* PROBLEM DETAILS
Copy the data below exactly, but not the pictures it contains.

* DATA TO USE
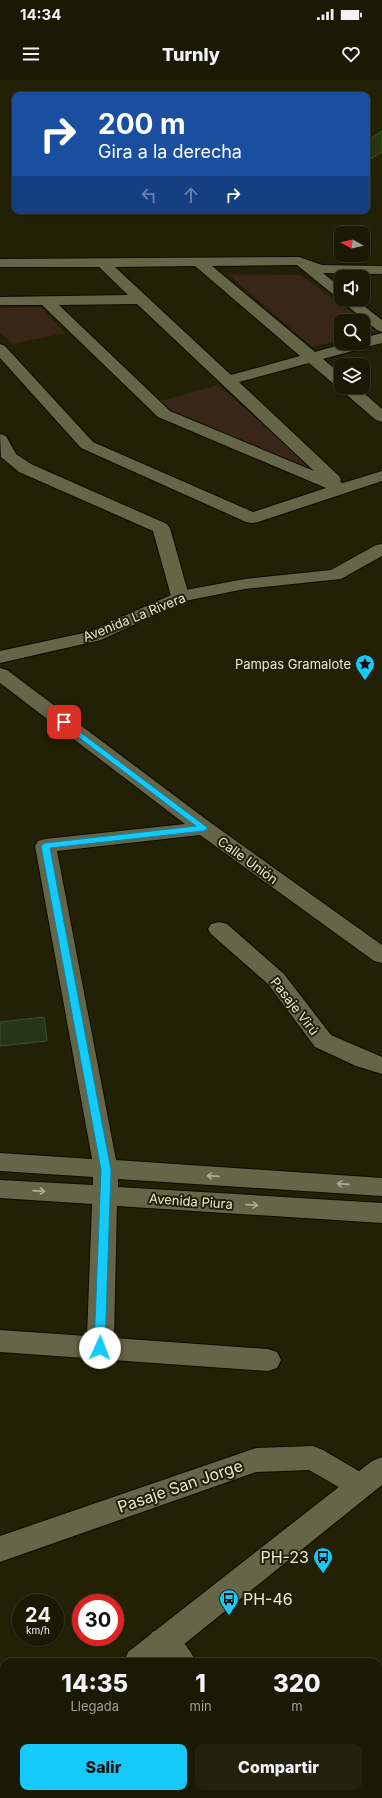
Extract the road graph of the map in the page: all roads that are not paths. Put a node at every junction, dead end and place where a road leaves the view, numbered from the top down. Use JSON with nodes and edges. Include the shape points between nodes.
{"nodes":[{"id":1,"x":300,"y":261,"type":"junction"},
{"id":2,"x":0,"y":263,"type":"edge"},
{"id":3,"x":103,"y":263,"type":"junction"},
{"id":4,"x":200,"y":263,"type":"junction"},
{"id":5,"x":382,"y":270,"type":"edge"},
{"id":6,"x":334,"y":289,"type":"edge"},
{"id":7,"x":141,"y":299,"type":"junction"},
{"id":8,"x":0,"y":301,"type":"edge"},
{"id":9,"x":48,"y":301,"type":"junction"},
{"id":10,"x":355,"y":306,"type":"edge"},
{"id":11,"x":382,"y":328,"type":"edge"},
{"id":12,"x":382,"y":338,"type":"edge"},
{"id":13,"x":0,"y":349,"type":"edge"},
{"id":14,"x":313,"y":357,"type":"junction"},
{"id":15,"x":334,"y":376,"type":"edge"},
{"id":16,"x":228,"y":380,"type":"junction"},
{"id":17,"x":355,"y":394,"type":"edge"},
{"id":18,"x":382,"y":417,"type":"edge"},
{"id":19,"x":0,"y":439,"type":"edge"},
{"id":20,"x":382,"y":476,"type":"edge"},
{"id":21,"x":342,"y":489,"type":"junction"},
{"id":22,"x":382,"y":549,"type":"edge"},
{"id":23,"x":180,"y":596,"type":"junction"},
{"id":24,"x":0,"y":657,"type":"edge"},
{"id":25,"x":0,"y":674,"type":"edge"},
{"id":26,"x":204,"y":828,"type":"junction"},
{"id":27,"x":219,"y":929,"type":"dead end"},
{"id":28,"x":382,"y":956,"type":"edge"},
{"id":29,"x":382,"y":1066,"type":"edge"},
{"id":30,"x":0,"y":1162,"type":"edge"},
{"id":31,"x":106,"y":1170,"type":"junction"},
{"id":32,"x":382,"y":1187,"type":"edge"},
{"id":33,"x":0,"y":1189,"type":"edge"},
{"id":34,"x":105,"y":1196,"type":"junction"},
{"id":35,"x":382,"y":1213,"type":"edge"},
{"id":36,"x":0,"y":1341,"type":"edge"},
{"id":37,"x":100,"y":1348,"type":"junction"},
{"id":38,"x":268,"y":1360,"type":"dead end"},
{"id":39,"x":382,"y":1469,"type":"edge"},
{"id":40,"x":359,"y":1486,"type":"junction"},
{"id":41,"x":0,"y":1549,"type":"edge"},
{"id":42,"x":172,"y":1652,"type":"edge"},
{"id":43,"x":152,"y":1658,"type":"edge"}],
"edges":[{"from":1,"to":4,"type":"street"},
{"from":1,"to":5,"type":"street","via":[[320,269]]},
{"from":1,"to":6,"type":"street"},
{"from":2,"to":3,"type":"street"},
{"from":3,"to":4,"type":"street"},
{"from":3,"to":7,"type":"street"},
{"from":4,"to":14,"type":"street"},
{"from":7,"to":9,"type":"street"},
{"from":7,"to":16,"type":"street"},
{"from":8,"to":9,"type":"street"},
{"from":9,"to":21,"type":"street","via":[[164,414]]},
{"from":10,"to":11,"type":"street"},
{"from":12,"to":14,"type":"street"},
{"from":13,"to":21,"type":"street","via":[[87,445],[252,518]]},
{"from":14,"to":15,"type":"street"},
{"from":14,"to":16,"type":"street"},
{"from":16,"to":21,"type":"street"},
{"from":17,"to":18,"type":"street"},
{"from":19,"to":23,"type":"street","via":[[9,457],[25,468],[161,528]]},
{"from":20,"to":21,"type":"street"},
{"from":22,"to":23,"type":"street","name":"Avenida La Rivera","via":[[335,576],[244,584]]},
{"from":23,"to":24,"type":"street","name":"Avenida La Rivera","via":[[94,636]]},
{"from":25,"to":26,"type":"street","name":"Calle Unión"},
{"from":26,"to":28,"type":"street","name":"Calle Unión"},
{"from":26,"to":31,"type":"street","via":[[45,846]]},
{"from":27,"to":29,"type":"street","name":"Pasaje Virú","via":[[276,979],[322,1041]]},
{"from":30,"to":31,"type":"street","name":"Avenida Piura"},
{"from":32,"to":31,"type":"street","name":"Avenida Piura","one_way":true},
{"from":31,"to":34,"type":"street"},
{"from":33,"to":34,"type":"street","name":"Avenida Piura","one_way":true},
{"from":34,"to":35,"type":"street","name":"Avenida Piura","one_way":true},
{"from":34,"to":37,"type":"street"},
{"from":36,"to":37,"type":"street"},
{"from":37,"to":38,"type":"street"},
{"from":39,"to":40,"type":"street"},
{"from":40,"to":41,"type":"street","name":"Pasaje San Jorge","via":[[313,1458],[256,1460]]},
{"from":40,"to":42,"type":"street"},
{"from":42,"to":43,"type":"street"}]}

* SOLUTION FOR THIS EXERCISE
Extract the road graph of the map in the page: all roads that are not paths. Put a node at every junction, dead end and place where a road leaves the view, numbered from the top down. Use JSON with nodes and edges. Include the shape points between nodes.
{"nodes":[{"id":1,"x":300,"y":261,"type":"junction"},
{"id":2,"x":0,"y":263,"type":"edge"},
{"id":3,"x":103,"y":263,"type":"junction"},
{"id":4,"x":200,"y":263,"type":"junction"},
{"id":5,"x":382,"y":270,"type":"edge"},
{"id":6,"x":334,"y":289,"type":"edge"},
{"id":7,"x":141,"y":299,"type":"junction"},
{"id":8,"x":0,"y":301,"type":"edge"},
{"id":9,"x":48,"y":301,"type":"junction"},
{"id":10,"x":355,"y":306,"type":"edge"},
{"id":11,"x":382,"y":328,"type":"edge"},
{"id":12,"x":382,"y":338,"type":"edge"},
{"id":13,"x":0,"y":349,"type":"edge"},
{"id":14,"x":313,"y":357,"type":"junction"},
{"id":15,"x":334,"y":376,"type":"edge"},
{"id":16,"x":228,"y":380,"type":"junction"},
{"id":17,"x":355,"y":394,"type":"edge"},
{"id":18,"x":382,"y":417,"type":"edge"},
{"id":19,"x":0,"y":439,"type":"edge"},
{"id":20,"x":382,"y":476,"type":"edge"},
{"id":21,"x":342,"y":489,"type":"junction"},
{"id":22,"x":382,"y":549,"type":"edge"},
{"id":23,"x":180,"y":596,"type":"junction"},
{"id":24,"x":0,"y":657,"type":"edge"},
{"id":25,"x":0,"y":674,"type":"edge"},
{"id":26,"x":204,"y":828,"type":"junction"},
{"id":27,"x":219,"y":929,"type":"dead end"},
{"id":28,"x":382,"y":956,"type":"edge"},
{"id":29,"x":382,"y":1066,"type":"edge"},
{"id":30,"x":0,"y":1162,"type":"edge"},
{"id":31,"x":106,"y":1170,"type":"junction"},
{"id":32,"x":382,"y":1187,"type":"edge"},
{"id":33,"x":0,"y":1189,"type":"edge"},
{"id":34,"x":105,"y":1196,"type":"junction"},
{"id":35,"x":382,"y":1213,"type":"edge"},
{"id":36,"x":0,"y":1341,"type":"edge"},
{"id":37,"x":100,"y":1348,"type":"junction"},
{"id":38,"x":268,"y":1360,"type":"dead end"},
{"id":39,"x":382,"y":1469,"type":"edge"},
{"id":40,"x":359,"y":1486,"type":"junction"},
{"id":41,"x":0,"y":1549,"type":"edge"},
{"id":42,"x":172,"y":1652,"type":"edge"},
{"id":43,"x":152,"y":1658,"type":"edge"}],
"edges":[{"from":1,"to":4,"type":"street"},
{"from":1,"to":5,"type":"street","via":[[320,269]]},
{"from":1,"to":6,"type":"street"},
{"from":2,"to":3,"type":"street"},
{"from":3,"to":4,"type":"street"},
{"from":3,"to":7,"type":"street"},
{"from":4,"to":14,"type":"street"},
{"from":7,"to":9,"type":"street"},
{"from":7,"to":16,"type":"street"},
{"from":8,"to":9,"type":"street"},
{"from":9,"to":21,"type":"street","via":[[164,414]]},
{"from":10,"to":11,"type":"street"},
{"from":12,"to":14,"type":"street"},
{"from":13,"to":21,"type":"street","via":[[87,445],[252,518]]},
{"from":14,"to":15,"type":"street"},
{"from":14,"to":16,"type":"street"},
{"from":16,"to":21,"type":"street"},
{"from":17,"to":18,"type":"street"},
{"from":19,"to":23,"type":"street","via":[[9,457],[25,468],[161,528]]},
{"from":20,"to":21,"type":"street"},
{"from":22,"to":23,"type":"street","name":"Avenida La Rivera","via":[[335,576],[244,584]]},
{"from":23,"to":24,"type":"street","name":"Avenida La Rivera","via":[[94,636]]},
{"from":25,"to":26,"type":"street","name":"Calle Unión"},
{"from":26,"to":28,"type":"street","name":"Calle Unión"},
{"from":26,"to":31,"type":"street","via":[[45,846]]},
{"from":27,"to":29,"type":"street","name":"Pasaje Virú","via":[[276,979],[322,1041]]},
{"from":30,"to":31,"type":"street","name":"Avenida Piura"},
{"from":32,"to":31,"type":"street","name":"Avenida Piura","one_way":true},
{"from":31,"to":34,"type":"street"},
{"from":33,"to":34,"type":"street","name":"Avenida Piura","one_way":true},
{"from":34,"to":35,"type":"street","name":"Avenida Piura","one_way":true},
{"from":34,"to":37,"type":"street"},
{"from":36,"to":37,"type":"street"},
{"from":37,"to":38,"type":"street"},
{"from":39,"to":40,"type":"street"},
{"from":40,"to":41,"type":"street","name":"Pasaje San Jorge","via":[[313,1458],[256,1460]]},
{"from":40,"to":42,"type":"street"},
{"from":42,"to":43,"type":"street"}]}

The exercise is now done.